How do animals protect themselves from lions, tigers, and bears? They use the power of the herd. Companies, too, can benefit from herd immunity when it comes to security.
Metcalfe’s law and Reed’s law both discuss how the value and utility of large networks, and in particular social networks, scale exponentially with the number of members. We need exponential improvements in cybersecurity, and herd immunity is how we get there.
From an economic perspective, if enough people and businesses have strong enough security to block certain types of attacks, it makes those types of attacks less effective and consequently less profitable to the criminals who perpetrate them. If an attack is less profitable, it means that even companies that might not have strong enough security will have some protection against that attack, since cybercriminals will invest in the most profitable work.
The stronger and larger the herd, the greater the protection.
For herd immunity to work, a herd needs to be composed of strong individuals who have healthy immune systems. In cybersecurity, this means that as a country, the stronger our cybersecurity is for a larger number of companies, the better off the remaining companies, in particular small businesses who have limited resources. This is why it is critical that information sharing be a requirement from industry groups.
A healthy immune system has five parts. White blood cells attack an infection, but usually that only happens after the damage has already been done. Antibodies destroy foreign substances before they cause damage and compliment the work of the white blood cells. The lymphatic system carries nutrients between the cells themselves and the bloodstream. It has a network of nodes, and the lymph fluid helps trap the foreign substances so that special white blood cells can attack them. Fourth, Bone marrow produces white blood cells, and the tonsils produce the antibodies. Finally, The spleen filters the blood, removes all the old, damaged cells, and helps destroy bacteria directly.
Security is like a company’s immune system.
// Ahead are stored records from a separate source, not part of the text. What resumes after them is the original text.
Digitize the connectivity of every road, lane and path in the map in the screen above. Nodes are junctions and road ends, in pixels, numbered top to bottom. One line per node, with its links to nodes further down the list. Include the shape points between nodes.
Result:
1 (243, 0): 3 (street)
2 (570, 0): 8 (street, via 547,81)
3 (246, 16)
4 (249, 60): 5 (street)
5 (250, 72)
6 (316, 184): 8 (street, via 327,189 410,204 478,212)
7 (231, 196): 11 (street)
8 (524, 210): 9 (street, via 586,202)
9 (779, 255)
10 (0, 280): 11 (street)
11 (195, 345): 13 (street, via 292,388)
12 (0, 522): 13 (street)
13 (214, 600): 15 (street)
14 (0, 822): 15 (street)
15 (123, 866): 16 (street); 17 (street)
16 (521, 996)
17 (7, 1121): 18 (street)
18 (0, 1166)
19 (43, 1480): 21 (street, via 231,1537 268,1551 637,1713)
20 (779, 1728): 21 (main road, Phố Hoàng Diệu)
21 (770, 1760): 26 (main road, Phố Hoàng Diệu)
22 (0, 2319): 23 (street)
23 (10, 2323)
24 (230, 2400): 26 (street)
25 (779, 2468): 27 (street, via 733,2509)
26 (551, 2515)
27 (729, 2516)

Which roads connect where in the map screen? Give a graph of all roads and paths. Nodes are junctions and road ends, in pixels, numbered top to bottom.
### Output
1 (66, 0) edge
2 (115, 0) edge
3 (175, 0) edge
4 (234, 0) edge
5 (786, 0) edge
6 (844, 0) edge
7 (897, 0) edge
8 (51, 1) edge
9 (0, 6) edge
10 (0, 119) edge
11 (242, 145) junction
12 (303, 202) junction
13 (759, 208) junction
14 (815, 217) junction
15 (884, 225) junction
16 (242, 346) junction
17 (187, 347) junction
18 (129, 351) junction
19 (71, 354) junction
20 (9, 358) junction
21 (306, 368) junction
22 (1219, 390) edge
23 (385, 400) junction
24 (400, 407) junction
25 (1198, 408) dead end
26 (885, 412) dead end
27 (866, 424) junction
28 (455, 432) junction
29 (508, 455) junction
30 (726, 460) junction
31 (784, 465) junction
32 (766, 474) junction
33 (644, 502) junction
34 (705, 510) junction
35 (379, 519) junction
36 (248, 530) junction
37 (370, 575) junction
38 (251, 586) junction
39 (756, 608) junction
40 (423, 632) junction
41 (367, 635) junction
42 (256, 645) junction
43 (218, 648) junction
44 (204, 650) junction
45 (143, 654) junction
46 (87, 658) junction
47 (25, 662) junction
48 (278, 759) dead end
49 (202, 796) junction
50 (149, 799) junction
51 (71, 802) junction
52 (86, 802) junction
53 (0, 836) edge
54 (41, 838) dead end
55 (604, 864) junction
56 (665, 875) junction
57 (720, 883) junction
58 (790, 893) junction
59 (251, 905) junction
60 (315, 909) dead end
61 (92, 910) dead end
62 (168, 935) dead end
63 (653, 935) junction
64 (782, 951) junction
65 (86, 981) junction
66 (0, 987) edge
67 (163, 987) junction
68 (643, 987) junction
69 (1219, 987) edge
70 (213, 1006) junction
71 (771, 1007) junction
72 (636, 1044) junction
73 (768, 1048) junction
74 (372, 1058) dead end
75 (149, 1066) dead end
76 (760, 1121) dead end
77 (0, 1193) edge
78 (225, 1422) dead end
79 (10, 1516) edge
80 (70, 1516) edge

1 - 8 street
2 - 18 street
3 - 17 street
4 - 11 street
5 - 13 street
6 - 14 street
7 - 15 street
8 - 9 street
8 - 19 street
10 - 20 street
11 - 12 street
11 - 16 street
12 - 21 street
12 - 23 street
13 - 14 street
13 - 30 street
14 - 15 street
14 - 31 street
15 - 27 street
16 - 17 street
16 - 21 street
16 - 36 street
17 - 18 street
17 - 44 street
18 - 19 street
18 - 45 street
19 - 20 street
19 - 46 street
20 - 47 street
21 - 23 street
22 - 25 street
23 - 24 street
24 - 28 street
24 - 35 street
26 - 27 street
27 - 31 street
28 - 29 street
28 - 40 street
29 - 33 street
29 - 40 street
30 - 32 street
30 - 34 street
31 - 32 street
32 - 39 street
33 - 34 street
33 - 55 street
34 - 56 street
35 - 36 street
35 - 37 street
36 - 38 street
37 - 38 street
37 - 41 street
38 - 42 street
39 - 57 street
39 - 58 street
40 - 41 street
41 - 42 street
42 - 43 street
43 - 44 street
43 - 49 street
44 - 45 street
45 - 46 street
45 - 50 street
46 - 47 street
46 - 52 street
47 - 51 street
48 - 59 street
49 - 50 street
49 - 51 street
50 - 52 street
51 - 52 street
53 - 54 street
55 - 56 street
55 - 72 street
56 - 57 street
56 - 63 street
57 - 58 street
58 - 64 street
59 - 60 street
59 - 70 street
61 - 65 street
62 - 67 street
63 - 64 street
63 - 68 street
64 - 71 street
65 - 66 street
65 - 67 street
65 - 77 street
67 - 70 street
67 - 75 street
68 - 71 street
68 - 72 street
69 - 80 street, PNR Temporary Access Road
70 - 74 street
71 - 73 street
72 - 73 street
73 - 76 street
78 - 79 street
There are five parts:
- External security
- Internal people and processes
- Communication and intelligence sharing
- Employee training and degree programs
- Internal technology protections
There’s more at stake for companies when it comes to Cybersecurity. Whether we are practitioners, vendors, law enforcement, or business leaders we have a responsibility to improve our own security for the benefit of the rest of our communities and our country.